The stimuli were converted to analog form using a PC and Echo Gina 3 G D/A converters. They were presented diotically via Sennheiser HD 280 circumaural headphones. Broadband sentences (21 summed speech bands) were set to play back at 70 dBA at each earphone using a flat-plate coupler (Larson Davis AEC 101) and ANSI Class 1 sound level meter (Larson Davis 824). Subjects were seated in a double-walled IAC sound booth with the experimenter. They were instructed to repeat back as much of each sentence as possible to the experimenter, who recorded responses with the assistance of a custom matlab script. Prior to testing, subjects completed a familiarization in which they heard 20 sentences spoken by a male and female talker not heard during testing. Presented were five broadband sentences, five sentences as 11 randomly selected critical bands (no noise), and finally 10 sentences as four randomly selected critical bands. Correct/incorrect feedback was given during this familiarization stage only.

D. Baseline scores

The band-present and band-absent scores in quiet for each target speech band were drawn from Yoho et al. (2018), using the methods of Apoux and Healy (2012) and Healy et al. (2013). These compound-method procedures were essentially identical in every important way to the modified compound method employed currently.

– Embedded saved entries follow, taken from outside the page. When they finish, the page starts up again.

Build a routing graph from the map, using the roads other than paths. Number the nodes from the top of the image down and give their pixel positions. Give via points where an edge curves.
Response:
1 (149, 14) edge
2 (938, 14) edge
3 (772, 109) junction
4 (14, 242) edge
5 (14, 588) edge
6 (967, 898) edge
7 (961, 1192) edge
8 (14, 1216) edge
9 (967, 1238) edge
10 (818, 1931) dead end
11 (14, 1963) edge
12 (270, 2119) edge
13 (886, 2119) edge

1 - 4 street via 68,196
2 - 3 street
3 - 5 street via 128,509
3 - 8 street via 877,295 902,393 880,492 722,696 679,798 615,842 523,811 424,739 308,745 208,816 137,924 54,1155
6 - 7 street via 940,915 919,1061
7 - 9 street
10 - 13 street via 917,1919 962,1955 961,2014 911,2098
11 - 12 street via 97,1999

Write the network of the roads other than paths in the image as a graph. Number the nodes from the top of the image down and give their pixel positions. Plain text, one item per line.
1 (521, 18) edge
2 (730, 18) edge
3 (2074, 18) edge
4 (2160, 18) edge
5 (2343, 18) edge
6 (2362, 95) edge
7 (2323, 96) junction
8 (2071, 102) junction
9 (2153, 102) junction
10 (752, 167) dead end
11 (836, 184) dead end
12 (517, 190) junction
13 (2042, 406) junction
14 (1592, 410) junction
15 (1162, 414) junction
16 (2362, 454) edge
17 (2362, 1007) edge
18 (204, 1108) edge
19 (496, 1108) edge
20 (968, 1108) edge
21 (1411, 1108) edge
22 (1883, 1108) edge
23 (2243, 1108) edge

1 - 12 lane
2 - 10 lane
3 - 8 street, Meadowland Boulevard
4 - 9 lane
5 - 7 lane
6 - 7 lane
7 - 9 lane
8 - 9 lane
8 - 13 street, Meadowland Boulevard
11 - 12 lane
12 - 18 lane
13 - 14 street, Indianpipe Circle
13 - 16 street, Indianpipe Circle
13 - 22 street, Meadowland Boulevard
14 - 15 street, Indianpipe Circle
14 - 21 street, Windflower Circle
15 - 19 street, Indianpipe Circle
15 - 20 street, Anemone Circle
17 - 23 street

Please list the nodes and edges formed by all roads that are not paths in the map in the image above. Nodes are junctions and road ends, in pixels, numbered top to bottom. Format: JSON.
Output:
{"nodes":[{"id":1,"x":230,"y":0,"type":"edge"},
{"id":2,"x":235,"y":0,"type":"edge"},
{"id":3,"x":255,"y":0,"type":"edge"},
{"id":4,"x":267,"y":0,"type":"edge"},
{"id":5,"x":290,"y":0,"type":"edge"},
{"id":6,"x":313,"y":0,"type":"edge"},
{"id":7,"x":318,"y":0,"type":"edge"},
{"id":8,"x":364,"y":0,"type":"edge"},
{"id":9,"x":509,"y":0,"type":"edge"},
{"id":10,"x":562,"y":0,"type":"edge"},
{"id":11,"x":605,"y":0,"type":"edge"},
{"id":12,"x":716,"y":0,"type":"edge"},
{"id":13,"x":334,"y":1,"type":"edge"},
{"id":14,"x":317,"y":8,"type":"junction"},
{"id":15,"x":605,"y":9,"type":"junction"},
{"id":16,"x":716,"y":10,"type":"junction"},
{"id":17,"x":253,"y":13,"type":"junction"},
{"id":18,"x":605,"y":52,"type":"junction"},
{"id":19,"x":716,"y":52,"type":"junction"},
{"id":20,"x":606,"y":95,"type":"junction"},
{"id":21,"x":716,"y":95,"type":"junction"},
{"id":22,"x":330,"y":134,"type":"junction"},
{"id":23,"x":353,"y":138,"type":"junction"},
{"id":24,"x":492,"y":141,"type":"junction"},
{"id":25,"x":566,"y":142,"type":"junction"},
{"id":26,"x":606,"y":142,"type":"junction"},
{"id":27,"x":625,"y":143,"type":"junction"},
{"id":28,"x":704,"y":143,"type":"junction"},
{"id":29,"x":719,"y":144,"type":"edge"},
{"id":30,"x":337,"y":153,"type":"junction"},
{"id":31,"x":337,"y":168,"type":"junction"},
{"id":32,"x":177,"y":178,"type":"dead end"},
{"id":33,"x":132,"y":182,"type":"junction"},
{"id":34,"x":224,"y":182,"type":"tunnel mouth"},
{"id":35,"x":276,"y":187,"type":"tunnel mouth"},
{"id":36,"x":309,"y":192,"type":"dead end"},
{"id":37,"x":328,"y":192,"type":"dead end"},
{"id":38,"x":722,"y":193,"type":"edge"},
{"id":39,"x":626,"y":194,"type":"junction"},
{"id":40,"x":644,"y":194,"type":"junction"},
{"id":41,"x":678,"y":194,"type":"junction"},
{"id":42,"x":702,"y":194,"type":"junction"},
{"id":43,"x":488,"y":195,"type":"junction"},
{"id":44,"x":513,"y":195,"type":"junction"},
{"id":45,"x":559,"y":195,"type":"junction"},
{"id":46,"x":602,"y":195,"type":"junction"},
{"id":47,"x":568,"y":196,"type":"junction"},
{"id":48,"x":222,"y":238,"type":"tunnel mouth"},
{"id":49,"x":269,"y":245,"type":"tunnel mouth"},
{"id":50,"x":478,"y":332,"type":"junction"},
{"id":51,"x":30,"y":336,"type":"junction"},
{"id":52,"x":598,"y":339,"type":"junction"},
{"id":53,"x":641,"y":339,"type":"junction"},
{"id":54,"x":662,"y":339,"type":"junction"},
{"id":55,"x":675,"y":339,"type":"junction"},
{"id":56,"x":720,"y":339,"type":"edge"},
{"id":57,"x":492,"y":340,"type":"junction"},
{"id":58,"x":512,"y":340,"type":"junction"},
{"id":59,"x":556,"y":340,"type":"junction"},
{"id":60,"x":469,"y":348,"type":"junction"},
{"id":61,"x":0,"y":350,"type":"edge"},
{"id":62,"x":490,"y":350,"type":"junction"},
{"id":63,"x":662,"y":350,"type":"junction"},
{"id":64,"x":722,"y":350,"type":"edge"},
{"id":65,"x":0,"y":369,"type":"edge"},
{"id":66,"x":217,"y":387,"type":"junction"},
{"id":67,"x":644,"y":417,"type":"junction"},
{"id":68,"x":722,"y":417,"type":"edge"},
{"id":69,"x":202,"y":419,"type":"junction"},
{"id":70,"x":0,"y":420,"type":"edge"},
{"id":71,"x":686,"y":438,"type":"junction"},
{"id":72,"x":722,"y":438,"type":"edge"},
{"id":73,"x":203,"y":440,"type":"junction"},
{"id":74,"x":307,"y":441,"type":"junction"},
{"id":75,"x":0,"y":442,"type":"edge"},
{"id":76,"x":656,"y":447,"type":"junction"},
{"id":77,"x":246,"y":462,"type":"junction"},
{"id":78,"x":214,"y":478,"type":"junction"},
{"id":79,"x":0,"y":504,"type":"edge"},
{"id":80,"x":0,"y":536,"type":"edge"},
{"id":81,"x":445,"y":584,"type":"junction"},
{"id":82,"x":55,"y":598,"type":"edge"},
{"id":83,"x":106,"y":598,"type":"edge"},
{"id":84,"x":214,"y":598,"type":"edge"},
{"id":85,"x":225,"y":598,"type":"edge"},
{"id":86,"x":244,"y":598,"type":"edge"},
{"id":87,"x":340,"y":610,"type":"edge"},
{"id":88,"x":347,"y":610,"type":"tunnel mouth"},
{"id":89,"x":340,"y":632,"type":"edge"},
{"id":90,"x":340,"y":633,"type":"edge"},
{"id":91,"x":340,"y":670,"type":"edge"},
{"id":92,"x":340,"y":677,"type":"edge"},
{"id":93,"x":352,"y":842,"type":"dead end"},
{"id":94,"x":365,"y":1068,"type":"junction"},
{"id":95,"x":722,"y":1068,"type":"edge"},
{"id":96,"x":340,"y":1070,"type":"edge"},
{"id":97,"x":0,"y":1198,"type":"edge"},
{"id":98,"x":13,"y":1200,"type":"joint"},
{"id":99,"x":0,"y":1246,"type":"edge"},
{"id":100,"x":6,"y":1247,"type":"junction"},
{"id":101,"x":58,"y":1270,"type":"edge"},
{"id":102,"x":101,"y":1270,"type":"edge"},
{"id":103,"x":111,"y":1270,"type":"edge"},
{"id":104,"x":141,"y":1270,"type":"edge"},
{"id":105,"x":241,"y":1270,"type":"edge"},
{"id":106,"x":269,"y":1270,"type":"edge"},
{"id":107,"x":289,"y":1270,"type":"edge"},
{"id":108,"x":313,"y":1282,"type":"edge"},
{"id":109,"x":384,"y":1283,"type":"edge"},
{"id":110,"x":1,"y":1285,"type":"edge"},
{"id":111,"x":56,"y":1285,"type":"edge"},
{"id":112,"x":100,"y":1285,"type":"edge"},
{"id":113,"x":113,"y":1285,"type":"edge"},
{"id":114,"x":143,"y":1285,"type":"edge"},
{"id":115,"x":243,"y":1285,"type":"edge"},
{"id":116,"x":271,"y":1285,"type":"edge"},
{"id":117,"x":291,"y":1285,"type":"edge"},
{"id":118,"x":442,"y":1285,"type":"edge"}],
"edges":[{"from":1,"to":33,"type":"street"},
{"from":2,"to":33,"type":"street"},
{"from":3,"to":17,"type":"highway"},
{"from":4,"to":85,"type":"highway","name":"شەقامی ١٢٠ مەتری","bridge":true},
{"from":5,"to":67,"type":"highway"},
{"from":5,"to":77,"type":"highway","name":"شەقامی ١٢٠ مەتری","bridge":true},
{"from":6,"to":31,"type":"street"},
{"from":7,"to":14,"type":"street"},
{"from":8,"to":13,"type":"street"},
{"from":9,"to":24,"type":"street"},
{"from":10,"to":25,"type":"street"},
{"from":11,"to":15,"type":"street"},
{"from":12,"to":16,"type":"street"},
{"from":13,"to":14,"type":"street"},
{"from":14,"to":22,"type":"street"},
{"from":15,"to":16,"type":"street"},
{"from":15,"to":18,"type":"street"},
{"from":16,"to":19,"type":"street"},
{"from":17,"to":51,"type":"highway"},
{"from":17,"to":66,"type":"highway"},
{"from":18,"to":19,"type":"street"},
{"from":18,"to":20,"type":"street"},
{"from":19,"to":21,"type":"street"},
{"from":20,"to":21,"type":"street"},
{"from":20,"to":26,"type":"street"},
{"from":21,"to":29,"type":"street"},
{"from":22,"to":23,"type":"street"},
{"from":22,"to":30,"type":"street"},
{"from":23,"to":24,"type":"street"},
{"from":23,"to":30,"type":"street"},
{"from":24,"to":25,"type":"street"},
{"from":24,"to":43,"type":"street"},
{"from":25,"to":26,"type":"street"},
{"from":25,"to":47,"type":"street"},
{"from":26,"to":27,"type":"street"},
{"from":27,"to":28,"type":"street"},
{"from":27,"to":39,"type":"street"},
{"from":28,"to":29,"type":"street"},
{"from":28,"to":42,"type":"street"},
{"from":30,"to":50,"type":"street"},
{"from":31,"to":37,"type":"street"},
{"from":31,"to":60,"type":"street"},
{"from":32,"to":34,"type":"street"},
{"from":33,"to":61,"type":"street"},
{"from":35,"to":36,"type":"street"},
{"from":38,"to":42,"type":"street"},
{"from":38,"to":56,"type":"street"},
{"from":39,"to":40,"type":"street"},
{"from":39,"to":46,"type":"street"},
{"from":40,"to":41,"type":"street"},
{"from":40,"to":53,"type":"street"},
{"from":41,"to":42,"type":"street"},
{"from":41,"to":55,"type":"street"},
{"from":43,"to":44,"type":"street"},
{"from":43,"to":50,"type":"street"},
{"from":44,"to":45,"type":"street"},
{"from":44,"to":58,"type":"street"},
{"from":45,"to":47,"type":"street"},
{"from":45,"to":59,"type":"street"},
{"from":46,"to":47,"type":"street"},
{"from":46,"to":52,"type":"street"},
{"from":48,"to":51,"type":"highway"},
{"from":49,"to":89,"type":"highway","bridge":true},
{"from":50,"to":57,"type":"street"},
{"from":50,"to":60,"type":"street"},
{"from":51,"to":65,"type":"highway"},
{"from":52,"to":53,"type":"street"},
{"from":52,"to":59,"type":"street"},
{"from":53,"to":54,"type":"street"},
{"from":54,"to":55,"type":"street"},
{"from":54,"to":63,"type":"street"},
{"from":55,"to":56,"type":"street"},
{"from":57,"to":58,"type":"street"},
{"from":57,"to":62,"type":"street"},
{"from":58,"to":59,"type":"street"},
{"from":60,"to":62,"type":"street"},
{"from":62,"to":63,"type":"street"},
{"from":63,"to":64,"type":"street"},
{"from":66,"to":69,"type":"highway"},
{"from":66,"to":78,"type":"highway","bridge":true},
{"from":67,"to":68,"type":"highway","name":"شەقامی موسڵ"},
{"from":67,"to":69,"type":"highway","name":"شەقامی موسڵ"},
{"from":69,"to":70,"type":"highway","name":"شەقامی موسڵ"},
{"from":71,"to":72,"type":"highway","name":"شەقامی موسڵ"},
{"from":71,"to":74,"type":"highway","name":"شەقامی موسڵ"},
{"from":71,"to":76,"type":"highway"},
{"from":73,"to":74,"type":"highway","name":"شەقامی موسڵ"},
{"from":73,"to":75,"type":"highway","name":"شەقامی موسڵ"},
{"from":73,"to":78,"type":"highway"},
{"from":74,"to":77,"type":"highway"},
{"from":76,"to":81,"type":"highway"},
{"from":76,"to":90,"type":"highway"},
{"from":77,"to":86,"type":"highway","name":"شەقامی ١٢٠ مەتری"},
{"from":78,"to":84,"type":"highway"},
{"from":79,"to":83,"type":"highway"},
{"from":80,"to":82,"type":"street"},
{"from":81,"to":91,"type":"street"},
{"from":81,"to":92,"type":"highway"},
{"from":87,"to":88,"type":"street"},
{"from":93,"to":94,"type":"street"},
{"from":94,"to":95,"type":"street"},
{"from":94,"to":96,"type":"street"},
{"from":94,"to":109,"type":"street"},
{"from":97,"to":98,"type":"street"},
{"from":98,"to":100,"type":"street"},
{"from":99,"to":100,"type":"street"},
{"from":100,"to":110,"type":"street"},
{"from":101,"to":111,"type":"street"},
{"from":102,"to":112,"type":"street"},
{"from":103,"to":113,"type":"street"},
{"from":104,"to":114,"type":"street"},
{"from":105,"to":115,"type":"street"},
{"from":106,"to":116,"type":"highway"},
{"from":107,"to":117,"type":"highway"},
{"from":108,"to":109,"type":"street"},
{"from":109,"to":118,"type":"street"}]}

These baseline scores were determined as follows: Three groups of 20 normal-hearing subjects having characteristics similar to those employed currently were employed (ages 19–37 yr, mean = 21.8, 55 females, audiometric thresholds of 20 dB HL or better, no previous exposure to IEEE sentences). They were assigned to three subsets of target-band conditions (bands 1–7, bands 8–14, or bands 15–21). Stimuli were the same 10-talker IEEE sentence recordings employed currently, filtered into the same 21 critical bands using the same filtering parameters as in the current experiment. For each target-band condition, the band of interest was presented along with four other bands having frequency positions determined randomly for each trial and subject (target band-present condition). Each of these trials was paired with a contiguously presented trial in which the same “other” bands were presented without the target band (target band-absent condition). No noise was employed. Conditions were blocked by target band and randomized. Sentence-to-condition correspondence and order of band present/band absent in each paired trial were also randomized. Each of the seven target-band conditions included two (one band-present, one band-absent) sentences from each of the 10 talkers, for a total of 20 sentences, with the order of talkers randomized within each block. The level of the broadband speech (all 21 bands) was set to 70 dBA using the apparatus employed in the current experiment. The test setting, instructions, and playback apparatus were also identical. A familiarization identical to that of the current experiment preceded data collection. For each target-band condition, a band-present and a band-absent score (in quiet) were calculated and averaged across subjects.

III. RESULTS

Figure 1 shows sentence intelligibility in percent-correct keywords as a function of target-band SNR, averaged across both subject groups and all 20 target-band conditions (average of the data displayed in Figs. 2–4). Group-mean intelligibility at each SNR is displayed as filled symbols, along with a third-order regression line fit to these data. The top and bottom dashed lines represent band-present and band-absent scores in quiet, respectively. These scores are also averaged across all 20 target-band conditions and are from Yoho et al. (2018). The dotted line represents the half-way point between these band-present and band-absent scores. Because the band-present and band-absent scores straddled the linear portion of the psychometric intelligibility function near 50% correct, the arithmetic mean was used to define the half-way point. Figure 1 confirms that the SNR conditions employed currently were sufficient to observe scores that matched well on average the band-present and band-absent scores in quiet, and that a smooth function between these two end-points is observed as a function of increasing noise level.

FIG. 1.

FIG. 1.

Group-mean sentence intelligibility in percent correct as a function of target-band signal-to-noise ratio averaged across all 20 critical bands tested. Also shown is the third-order regression fit to these data. The top dashed line represents group-mean band-present-in-quiet sentence intelligibility across all 20 critical bands tested, and the bottom dashed line represents group-mean band-absent-in-quiet sentence intelligibility across all 20 critical bands tested (reference-line data from Yoho et al., 2018). The dotted line represents the midway point between the plotted band-present and band-absent scores.

FIG. 2.

FIG. 2.

As Fig. 1, except data are plotted separately in each panel for the 10 even-numbered critical bands tested. Band number and center frequency are provided.

FIG. 3.

FIG. 3.

As Fig. 2, but for the 10 odd-numbered critical bands tested.

FIG. 4.

FIG. 4.

Same as for Figs. 2 and 3, but data are from a new group of subjects for bands 2 and 20. The dashed band-present and band-absent scores were obtained from these same subjects.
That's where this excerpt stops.